Voici ce qui nous passe par la tête durant cette phase.

  • C’est pas possible !
  • C’est une erreur !
  • J’ai toujours été en bonne santé !

Le Déni.

Sauf qu’en janvier 2017 je suis obligé de descendre de mon vélo avec un pouls à 200, que j’ai d’abord attribué à mon cardio fréquencemètre certainement devenu défectueux. En fait : ambulance pompiers – hôpital Mignot Versailles – pose d’un Pacemaker, suivi en avril d’un OPA, où j’ai vu non pas la mort arriver mais la vie partir, avec à la clé un électrochoc cardiaque. La révolte grondait en moi et elle a explosé en juin 2017 quand, après analyses génétiques, biopsie glande salivaire, le verdict tombe à Mondor : Amylose sénile TTR.

La révolte !

  • Ce n’est pas juste !
  • J’ai eu une vie saine : Famille – Travail – Sport !
  • Jamais fumé ! Alimentation équilibrée ! Alcool modéré ! –

En un an j’ai subi plus d’examens que ma vie durant.

La révolte.

Dans cette période de révolte, d’incompréhension, mon épouse, mes enfants, mes petits-enfants, mes amis et le corps médical, m’ont beaucoup aidé en relativisant cette succession de mauvaises nouvelles. Ils m’ont notamment fait comprendre que si on se regarde, on se désole mais si on se compare, on se console. Ils m’ont aidé à déclencher le combat pour me relever de ce choc.

Le combat !

Le déclic a eu lieu au cours d’une visite chez ma rythmologue qui me voyait stressé, inquiet, appréhender la mort. Elle m’a très calmement dit « ne vivez pas dans votre maladie mais avec ».

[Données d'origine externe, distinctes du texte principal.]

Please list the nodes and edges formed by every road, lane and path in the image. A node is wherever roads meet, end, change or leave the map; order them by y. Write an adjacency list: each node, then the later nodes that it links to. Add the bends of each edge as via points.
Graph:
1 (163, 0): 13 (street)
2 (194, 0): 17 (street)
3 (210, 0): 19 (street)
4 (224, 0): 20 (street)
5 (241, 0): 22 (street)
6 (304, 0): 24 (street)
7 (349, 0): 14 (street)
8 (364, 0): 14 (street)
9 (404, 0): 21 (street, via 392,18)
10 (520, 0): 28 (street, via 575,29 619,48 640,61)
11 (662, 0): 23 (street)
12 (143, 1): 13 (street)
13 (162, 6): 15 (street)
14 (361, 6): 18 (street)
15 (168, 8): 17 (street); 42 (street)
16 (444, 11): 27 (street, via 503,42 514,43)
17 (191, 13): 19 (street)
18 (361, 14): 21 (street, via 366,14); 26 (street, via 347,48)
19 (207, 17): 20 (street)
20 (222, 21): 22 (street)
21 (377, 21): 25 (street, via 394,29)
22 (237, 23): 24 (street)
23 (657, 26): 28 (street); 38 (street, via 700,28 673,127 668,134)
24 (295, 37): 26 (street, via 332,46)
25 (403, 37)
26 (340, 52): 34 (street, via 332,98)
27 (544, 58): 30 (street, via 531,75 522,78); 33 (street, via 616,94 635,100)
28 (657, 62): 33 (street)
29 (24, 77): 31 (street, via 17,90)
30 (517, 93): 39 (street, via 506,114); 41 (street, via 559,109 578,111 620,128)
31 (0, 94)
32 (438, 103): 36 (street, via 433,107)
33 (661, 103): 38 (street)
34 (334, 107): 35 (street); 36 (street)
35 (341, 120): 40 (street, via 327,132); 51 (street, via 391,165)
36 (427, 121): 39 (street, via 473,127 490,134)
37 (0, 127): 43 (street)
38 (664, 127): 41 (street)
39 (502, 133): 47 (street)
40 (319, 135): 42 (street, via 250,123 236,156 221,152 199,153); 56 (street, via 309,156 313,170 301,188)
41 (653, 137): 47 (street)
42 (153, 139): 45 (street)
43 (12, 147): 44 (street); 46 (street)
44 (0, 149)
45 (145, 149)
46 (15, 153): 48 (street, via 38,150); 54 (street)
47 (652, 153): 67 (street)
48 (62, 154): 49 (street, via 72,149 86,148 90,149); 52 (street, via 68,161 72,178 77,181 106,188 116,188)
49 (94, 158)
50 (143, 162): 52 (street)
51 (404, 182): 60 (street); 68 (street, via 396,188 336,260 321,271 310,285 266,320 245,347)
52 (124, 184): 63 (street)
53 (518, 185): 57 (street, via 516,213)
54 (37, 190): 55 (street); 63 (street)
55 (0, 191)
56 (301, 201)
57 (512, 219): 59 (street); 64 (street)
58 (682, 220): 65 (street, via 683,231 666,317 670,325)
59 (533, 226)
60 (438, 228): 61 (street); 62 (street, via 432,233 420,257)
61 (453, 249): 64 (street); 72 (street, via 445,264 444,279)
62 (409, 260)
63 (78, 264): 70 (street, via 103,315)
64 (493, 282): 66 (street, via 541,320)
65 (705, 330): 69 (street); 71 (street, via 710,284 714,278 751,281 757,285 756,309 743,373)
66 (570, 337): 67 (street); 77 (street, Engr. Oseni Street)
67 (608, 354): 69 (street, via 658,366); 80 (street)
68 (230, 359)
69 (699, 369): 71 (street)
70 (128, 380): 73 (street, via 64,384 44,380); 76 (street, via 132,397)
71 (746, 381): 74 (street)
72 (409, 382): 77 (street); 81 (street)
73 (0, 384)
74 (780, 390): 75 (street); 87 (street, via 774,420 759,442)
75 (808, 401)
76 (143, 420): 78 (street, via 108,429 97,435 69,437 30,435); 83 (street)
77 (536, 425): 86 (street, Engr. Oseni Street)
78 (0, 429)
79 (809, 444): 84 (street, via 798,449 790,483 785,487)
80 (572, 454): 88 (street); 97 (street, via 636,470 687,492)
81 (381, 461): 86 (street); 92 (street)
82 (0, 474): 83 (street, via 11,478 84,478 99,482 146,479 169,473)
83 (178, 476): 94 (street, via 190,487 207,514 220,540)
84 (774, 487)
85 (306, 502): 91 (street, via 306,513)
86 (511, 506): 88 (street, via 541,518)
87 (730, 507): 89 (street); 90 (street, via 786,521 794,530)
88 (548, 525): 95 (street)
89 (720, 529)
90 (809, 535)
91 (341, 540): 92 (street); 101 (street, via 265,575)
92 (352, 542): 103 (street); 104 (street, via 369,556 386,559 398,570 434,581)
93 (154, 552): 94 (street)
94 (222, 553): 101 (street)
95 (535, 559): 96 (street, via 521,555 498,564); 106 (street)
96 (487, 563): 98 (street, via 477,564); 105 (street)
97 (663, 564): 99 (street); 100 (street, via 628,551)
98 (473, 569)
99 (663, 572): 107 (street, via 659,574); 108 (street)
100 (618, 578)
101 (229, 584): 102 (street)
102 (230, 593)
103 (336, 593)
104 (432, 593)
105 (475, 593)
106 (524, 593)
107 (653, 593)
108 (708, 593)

C’est à l’issue de cet entretien qu’est né le concept d’Amie / Lose, qui m’a inspiré le titre de ce témoignage. J’ai réécrit cette maladie en y remplaçant la lettre « Y » par « i » et j’ai séparé le mot en deux. Amie/Lose. C’est une dissociation entre Amylose (dans la maladie) et Amie Lose (avec la maladie).

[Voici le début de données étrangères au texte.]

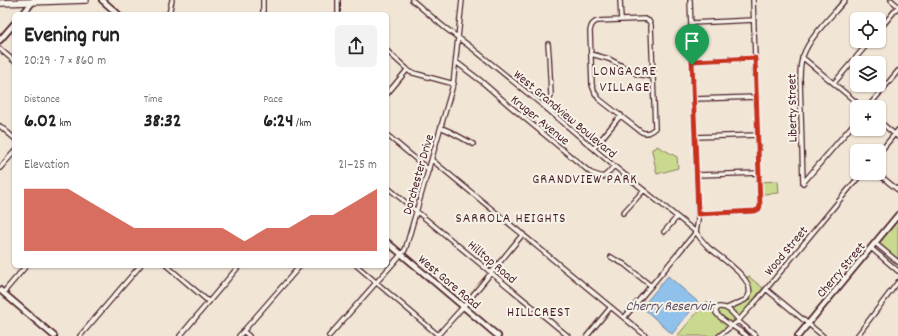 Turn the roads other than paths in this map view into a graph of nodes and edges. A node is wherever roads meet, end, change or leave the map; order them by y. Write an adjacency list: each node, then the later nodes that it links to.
1 (86, 0): 13 (main road)
2 (102, 0): 17 (street)
3 (172, 0): 18 (street)
4 (263, 0): 19 (street)
5 (338, 0): 20 (street)
6 (412, 0): 26 (street, West Grandview Boulevard)
7 (462, 0): 26 (street, Dorchester Drive)
8 (620, 0): 21 (street)
9 (690, 0): 24 (street)
10 (753, 0): 22 (street)
11 (846, 0): 33 (street, Liberty Street)
12 (891, 0): 15 (street)
13 (33, 1): 14 (main road); 16 (street)
14 (0, 3)
15 (898, 7): 23 (street)
16 (25, 12)
17 (116, 12)
18 (169, 12)
19 (263, 12)
20 (338, 12)
21 (621, 20): 32 (street); 40 (street)
22 (754, 20): 24 (street); 35 (street)
23 (886, 22)
24 (691, 23): 36 (street)
25 (12, 26): 27 (street)
26 (459, 38): 37 (street, Dorchester Drive); 48 (street, West Grandview Boulevard)
27 (0, 40)
28 (548, 44): 48 (street)
29 (864, 48): 41 (street)
30 (0, 49): 34 (street)
31 (389, 53): 38 (street)
32 (591, 54): 40 (street); 49 (street)
33 (802, 57): 41 (street); 53 (street, Liberty Street)
34 (12, 58)
35 (755, 58): 36 (street); 44 (street)
36 (692, 61): 45 (street)
37 (456, 62): 42 (street, Dorchester Drive); 66 (street, Kruger Avenue)
38 (407, 70): 42 (street); 43 (street)
39 (898, 71): 47 (street)
40 (653, 77): 49 (street)
41 (834, 83): 46 (street)
42 (454, 84): 52 (street, Dorchester Drive)
43 (389, 92)
44 (757, 97): 45 (street); 56 (street)
45 (694, 99): 59 (street)
46 (854, 100)
47 (874, 100)
48 (545, 107): 63 (street, West Grandview Boulevard)
49 (620, 116): 63 (street)
50 (0, 126): 57 (street)
51 (886, 127): 55 (street)
52 (442, 128): 61 (street); 65 (street, Dorchester Drive)
53 (850, 128)
54 (898, 130): 55 (street)
55 (894, 134): 60 (street); 62 (street)
56 (758, 135): 59 (street); 69 (street)
57 (12, 136)
58 (389, 137): 68 (street)
59 (695, 137): 70 (street)
60 (898, 137)
61 (473, 144)
62 (886, 144)
63 (594, 148): 66 (street, West Grandview Boulevard)
64 (12, 154): 67 (street)
65 (432, 160): 68 (street, Dorchester Drive); 83 (street)
66 (614, 166): 74 (street, West Grandview Boulevard)
67 (0, 168)
68 (429, 170): 76 (street, Dorchester Drive)
69 (760, 173): 70 (street); 78 (street)
70 (697, 175): 78 (street)
71 (856, 180): 103 (street, Wood Street)
72 (886, 180): 75 (street)
73 (389, 189): 76 (street, Hilltop Road)
74 (644, 190): 77 (street); 80 (street, West Grandview Boulevard)
75 (898, 190)
76 (417, 212): 87 (street, Dorchester Drive); 99 (street, Hilltop Road)
77 (623, 213)
78 (698, 214): 82 (street)
79 (898, 216): 84 (street, Cherry Street)
80 (677, 217): 81 (street); 82 (street, West Grandview Boulevard)
81 (664, 232)
82 (696, 232): 102 (street); 108 (street, West Grandview Boulevard)
83 (523, 234): 99 (street); 107 (street)
84 (875, 243): 86 (street, Cherry Street); 89 (street)
85 (389, 244): 87 (street, West Gore Road)
86 (871, 248): 98 (street); 111 (street, Cherry Street)
87 (401, 254): 90 (street, Dorchester Drive); 106 (street, West Gore Road)
88 (611, 257): 102 (street)
89 (898, 262)
90 (389, 267)
91 (24, 268): 104 (street)
92 (138, 268): 115 (street)
93 (169, 268): 105 (street)
94 (237, 268): 105 (street)
95 (298, 268): 113 (street)
96 (358, 268): 100 (street)
97 (388, 268): 100 (street, Dorchester Drive)
98 (898, 271)
99 (491, 273): 106 (street); 122 (street, Hilltop Road)
100 (376, 282): 119 (street, Dorchester Drive); 120 (street)
101 (898, 282): 130 (street)
102 (651, 286): 109 (street)
103 (766, 289): 110 (street, Wood Street); 111 (street)
104 (2, 292): 114 (street)
105 (209, 302): 116 (street)
106 (463, 306): 120 (street); 121 (street, West Gore Road)
107 (611, 307): 109 (street); 123 (street)
108 (727, 308): 110 (street); 112 (street)
109 (624, 318): 124 (street)
110 (738, 320): 112 (street, Wood Street); 127 (street)
111 (808, 324): 128 (street, Cherry Street); 129 (street)
112 (732, 325): 125 (street, Wood Street); 126 (street)
113 (243, 331): 117 (street); 118 (street)
114 (54, 336)
115 (80, 336)
116 (180, 336)
117 (239, 336)
118 (249, 336)
119 (330, 336)
120 (438, 336)
121 (498, 336)
122 (568, 336)
123 (587, 336)
124 (646, 336)
125 (719, 336)
126 (747, 336)
127 (756, 336)
128 (798, 336)
129 (822, 336)
130 (857, 336)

A partir de ce qui était un calembour, petit à petit s’est installée une forme de dichotomie. Le Professeur Damy avec son équipe Mondor et les laboratoires Pfizer avec Tafamidis, s’occupent de mon amylose et le soldat Joseph apprend à vivre avec son Amie Lose qui est entrée dans sa vie.

Le Résultat de ce processus ?

  • Pour l’Amylose, au sens premier du terme et de l’orthographe : je fais totalement confiance aux équipes médicales pour les traitements.
  • Pour mon Amie Lose que j’écris au sens de camarade Lose : les équipes médicales me font confiance pour gagner notre bataille parce que je tiens tête à cette intruse.

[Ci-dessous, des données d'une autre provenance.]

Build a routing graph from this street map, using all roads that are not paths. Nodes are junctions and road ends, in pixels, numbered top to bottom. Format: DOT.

Nous, malades, laissons-nous porter les yeux fermés par le corps médical qui traite l’amylose, et consacrons notre énergie pour apprendre à vivre avec elle.

Vous, corps médical, mettez nous en confiance et aidez nous à apprivoiser cette mégère Amie Lose. Dans la campagne où je suis né on disait – chacun chez soi et les vaches seront bien gardées -. Donc à chacun son combat !

Pour gagner ce combat, j’ajouterai qu’il faut oser. Oser regarder la maladie en face pour ne pas retomber ni dans la révolte, source d’anxiété, ni dans le déni, début de la résignation. Je me suis pour cela adjoint le soutien de mon Ami l’OSE.

Nous malades :

  • Osons dire quand l’angoisse nous envahit. Descartes a écrit : « J’ai trouvé un moyen bien plus simple de conserver la vie, c’est de ne pas craindre la mort ». Nous sommes tous nés mortels en vertu de cette loi biologique : la vie est une maladie mortelle sexuellement transmissible. En ce qui me concerne, je sais que je mourrai mais ce n’est pas l’Amylose qui me prendra ma vie.
  • Osons dire la vérité quand nous nous sentons fatigués, essoufflés, courbaturés, abattus, le moral en berne.
  • Osons dire aussi, sans superstition, quand ça va bien, quand ça va mieux, quand on le moral. Le corps médical se sent motivé et encouragé si nous osons dire l’un et l’autre. Il est parfaitement apte à discerner la crédibilité quand nous ne jouons qu’un registre.
  • Osons demander, en retour, que le corps médical ose nous dire la vérité, et qu’il nous regarde chacun comme un cas particulier qui forme le tout pour leur profession.

P.S. Aux dernières nouvelles je me sens bien et vais de mieux en mieux. Merci à tout le corps médical, de la femme de ménage des chambres aux Professeurs ! Merci à l’AFCA pour ses combats.